New season, new beginnings. For their spring ’97 release, the Hits team dropped the four part layout and restored the century. New Hits 1997 was released in April, one month after Now That’s What I Call Music 36. Six common tracks [911 – The Day We Found Love, Sash – Encore Une Fois, The Blueboy – Remember Me, Peter Andre – Natural, The Source featuring Candi Staton – You Got The Love, Damage – Love Guaranteed].
It’s an exotic start as Smoke City serve up the atmospheric Bond-esque Underwater Love. After the rain comes sun, after the sun comes rain again. Then some soul-searching from Toni Braxton on Unbreak My Heart before the spirit of Peter Sarstedt is revived with No Mercy’s cover of La Bouche’s Where Do You Go. The R&B continues: En Vogue’s Don’t Let Go (Love), Whitney Houston’s Step By Step and 3T’s smooth Gotta Be You. Gina G gets the pulses racing on Fresh while Michelle Gayle works out an effective maudlin strummer Do You Know. Undisputed pop gem: Mark Owen’s upbeat and catchy Clementine. Back to the groove on Fugee La and Mark Morrison’s filthy steamer Moan and Groan.

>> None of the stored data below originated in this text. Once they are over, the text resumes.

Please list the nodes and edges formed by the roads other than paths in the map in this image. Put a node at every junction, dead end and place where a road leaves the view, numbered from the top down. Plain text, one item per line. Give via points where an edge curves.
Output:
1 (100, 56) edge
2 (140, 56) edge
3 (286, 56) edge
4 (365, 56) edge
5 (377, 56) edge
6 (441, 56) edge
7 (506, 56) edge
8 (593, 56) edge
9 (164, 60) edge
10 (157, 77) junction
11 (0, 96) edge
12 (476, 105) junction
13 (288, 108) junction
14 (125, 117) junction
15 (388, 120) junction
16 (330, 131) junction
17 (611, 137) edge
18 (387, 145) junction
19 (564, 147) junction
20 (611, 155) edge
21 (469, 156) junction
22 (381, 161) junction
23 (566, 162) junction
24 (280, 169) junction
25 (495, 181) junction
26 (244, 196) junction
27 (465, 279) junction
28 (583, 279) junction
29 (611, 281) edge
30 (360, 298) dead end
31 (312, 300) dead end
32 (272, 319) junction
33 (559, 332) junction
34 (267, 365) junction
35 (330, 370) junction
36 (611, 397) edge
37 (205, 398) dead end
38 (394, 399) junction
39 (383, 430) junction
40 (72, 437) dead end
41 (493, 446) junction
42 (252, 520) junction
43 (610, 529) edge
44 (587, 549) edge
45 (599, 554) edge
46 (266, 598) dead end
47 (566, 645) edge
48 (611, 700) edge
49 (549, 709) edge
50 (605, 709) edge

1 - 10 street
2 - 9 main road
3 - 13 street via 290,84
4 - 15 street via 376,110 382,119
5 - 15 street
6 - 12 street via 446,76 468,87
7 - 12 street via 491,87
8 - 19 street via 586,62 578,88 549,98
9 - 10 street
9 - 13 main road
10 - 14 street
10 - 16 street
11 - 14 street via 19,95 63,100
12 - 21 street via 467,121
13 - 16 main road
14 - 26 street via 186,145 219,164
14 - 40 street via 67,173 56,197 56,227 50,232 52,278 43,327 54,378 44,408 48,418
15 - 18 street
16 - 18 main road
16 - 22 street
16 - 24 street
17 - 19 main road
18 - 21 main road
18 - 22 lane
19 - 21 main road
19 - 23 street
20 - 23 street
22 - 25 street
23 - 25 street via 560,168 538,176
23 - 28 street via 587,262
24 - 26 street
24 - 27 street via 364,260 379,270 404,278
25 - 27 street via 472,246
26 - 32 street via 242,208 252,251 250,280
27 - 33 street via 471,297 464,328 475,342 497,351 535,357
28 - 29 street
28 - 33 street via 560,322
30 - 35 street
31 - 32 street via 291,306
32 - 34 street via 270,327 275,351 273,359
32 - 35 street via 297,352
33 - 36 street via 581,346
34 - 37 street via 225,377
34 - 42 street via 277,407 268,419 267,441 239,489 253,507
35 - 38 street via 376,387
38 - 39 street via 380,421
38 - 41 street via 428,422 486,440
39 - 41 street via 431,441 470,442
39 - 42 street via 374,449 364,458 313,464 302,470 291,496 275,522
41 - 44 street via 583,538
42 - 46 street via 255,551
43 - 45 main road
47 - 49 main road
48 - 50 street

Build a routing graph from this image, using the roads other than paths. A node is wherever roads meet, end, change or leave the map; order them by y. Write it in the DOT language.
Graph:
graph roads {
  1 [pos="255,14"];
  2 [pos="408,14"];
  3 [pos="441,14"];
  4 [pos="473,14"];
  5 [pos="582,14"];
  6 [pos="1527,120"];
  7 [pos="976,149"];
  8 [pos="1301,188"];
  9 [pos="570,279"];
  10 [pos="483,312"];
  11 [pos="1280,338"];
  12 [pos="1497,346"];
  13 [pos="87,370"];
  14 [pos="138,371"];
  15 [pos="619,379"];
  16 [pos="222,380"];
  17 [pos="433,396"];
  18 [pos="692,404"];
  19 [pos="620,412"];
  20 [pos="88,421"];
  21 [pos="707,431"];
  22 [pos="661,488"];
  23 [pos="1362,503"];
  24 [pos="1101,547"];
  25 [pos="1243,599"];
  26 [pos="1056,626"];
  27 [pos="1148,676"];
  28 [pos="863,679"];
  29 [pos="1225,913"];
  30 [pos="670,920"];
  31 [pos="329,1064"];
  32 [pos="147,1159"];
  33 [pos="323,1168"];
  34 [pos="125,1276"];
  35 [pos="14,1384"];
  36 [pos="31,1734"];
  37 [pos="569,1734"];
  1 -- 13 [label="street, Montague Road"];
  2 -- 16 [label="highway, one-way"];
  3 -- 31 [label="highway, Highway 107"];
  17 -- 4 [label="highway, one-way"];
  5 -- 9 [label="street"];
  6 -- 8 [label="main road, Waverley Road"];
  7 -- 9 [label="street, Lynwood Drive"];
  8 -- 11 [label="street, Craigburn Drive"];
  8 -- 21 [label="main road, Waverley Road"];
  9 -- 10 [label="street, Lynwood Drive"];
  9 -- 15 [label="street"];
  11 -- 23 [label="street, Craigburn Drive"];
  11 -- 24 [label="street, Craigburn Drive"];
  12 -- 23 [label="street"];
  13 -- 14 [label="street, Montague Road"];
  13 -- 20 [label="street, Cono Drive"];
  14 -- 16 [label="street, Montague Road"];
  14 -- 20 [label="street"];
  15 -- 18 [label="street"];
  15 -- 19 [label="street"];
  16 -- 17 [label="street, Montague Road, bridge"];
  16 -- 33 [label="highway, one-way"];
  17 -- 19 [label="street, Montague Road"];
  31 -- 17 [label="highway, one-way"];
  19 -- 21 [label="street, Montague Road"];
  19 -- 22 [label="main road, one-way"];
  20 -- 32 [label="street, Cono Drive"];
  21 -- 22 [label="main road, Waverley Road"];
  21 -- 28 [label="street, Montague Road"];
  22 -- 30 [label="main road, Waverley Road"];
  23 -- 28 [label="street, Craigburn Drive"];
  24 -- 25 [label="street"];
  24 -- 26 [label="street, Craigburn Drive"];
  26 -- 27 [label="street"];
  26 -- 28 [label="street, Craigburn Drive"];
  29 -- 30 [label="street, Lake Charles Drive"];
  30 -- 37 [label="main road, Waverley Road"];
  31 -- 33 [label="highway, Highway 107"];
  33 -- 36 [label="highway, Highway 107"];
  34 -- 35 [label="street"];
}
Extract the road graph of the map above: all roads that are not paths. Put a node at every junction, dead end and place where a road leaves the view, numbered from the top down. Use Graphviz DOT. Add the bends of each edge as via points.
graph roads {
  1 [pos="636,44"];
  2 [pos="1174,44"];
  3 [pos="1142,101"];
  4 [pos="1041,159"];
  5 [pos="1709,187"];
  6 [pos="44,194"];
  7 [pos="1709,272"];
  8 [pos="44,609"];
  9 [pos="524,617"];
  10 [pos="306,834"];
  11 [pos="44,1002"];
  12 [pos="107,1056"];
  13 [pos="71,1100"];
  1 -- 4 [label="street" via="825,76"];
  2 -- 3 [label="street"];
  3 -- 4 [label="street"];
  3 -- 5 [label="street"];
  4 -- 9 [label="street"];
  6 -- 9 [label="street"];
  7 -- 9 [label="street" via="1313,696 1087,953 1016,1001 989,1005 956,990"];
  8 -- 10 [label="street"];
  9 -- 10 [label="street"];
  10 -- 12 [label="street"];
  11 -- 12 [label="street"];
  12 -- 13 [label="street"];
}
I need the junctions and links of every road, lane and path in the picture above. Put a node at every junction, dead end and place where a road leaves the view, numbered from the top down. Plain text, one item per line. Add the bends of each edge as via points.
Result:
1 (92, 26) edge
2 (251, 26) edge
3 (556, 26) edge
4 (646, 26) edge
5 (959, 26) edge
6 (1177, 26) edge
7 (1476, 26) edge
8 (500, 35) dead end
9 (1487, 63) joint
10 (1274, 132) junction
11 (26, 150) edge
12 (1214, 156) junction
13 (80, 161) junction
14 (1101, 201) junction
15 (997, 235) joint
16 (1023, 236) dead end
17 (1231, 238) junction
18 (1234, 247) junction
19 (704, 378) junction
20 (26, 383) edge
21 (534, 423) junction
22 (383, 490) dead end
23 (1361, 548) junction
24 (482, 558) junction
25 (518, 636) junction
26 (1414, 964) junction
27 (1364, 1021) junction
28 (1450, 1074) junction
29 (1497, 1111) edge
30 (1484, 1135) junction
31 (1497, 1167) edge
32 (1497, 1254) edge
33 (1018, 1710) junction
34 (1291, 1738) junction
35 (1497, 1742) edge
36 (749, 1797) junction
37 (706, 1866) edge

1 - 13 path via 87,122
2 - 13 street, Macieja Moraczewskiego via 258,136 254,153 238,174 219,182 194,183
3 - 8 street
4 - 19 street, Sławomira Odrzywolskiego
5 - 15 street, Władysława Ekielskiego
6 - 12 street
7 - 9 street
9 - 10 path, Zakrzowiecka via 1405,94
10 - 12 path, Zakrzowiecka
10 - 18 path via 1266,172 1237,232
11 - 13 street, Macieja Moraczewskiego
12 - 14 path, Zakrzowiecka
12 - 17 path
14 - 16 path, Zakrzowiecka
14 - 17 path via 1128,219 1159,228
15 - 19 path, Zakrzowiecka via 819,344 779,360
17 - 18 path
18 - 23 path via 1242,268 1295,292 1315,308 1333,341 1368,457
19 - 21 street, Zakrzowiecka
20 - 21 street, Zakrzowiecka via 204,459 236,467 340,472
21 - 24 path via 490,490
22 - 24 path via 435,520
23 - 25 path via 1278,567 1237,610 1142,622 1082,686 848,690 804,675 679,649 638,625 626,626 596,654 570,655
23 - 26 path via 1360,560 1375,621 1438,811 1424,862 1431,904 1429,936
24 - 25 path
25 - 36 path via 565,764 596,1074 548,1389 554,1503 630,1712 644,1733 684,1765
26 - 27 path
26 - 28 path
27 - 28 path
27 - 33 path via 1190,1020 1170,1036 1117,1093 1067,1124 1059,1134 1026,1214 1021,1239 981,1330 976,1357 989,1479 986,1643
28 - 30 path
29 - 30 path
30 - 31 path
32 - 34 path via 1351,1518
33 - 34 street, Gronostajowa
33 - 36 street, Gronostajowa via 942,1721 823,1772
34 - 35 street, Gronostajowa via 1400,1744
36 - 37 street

The laidback vibe pushes on with Lisa Stansfield’s loved-up The Real Thing and that East 17 / Gabrielle duet. Celine Dion’s introspective version of All By Myself is followed by The Beautiful South’s Rotterdam, a throwback from Now That’s What I Call Music 35. Mostly bitter. The Thin White Duke goes for the jungle sound on the clattering breakbeats of Little Wonder. Mini (Brit) pops: Reef make a decent song in Consideration. Elsewhere it’s the taut radio edit of the Manics’ Australia coupled by the Lightning Seeds super sweet Sugar Coated Iceberg. Last: the ambient mysticism of Govinda by Kula Shaker. Special K.
Disc 2: Shake your booty to Funky Green Dogs scattershot murk-techno Fired Up. The Blueboy’s soul throwback Remember Me, Sash’s trance meltdown Encore Une Fois plus another remix of You Got The Love. Meanwhile Tori Amos’ Professional Widow really started to soar in the house parties and clubs during spring ’97. The reason: a fantastic Armand Van Helden mix. The Course crank up The Fugees’ Ready Or Not into an oblique floor-filler while Apollo 400 jazz up the drum ‘n’ bass on the shimmering Ain’t Talkin’ ‘Bout Dub complete with Van Halen samples. The riff is chosen well as Republica crash in with the mobile phone anthem Ready To Go. Soundtrack for a generation.
DJ Kool, Biz Markie and Doug E Fresh jam hot on Let Me Clear My Throat. The break is courtesy of The 45 King. I caned this almost every day during the first few months of 1997. Next the feverish cheese of N-Trance’s D.I.S.C.O. Meanwhile the Backstreet Boys hang tough on the message-heavy Quit Playing Games (With My Heart). More: the slick ballad sound of OTT’s Let Me In and Babyface’s Everytime I Close My Eyes. Less: le grind to Ginuwine’s tricky hip hop Pony plus MC Lyte’s block beatin’ Cold Rock and Party. Bad: Clock’s anodyne It’s Over. Late night final goes to Shola Ama’s popped-in, souled-out cover of Turley Richards’ You Might Need Somebody. One for Jazz club. Nice.
DJ Kool – Let Me Clear My Throat
Manic Street Preachers – Australia
Lightning Seeds – Sugar Coated Iceberg
Kula Shaker – Govinda
David Bowie – Little Wonder
Lest we forget
Reef – Consideration
Missing tracks and other thoughts
New Hits 1997 is a decent spring selection. More chocolates for the box:
Madonna – Don’t Cry For Me Argentina or failing that the Mike Flowers Pops.
Tricky – Tricky Kid. Moody boys uptown etc.
Gene – We Could Be Kings. Somebody’s second favourite band.
Warren G – I Shot The Sheriff. Phenomenal.
Armand Van Helden – The Funk Phenomena. Go with this after Professional Window.
Fugees – Rumble In The Jungle. Way better than Fugee La.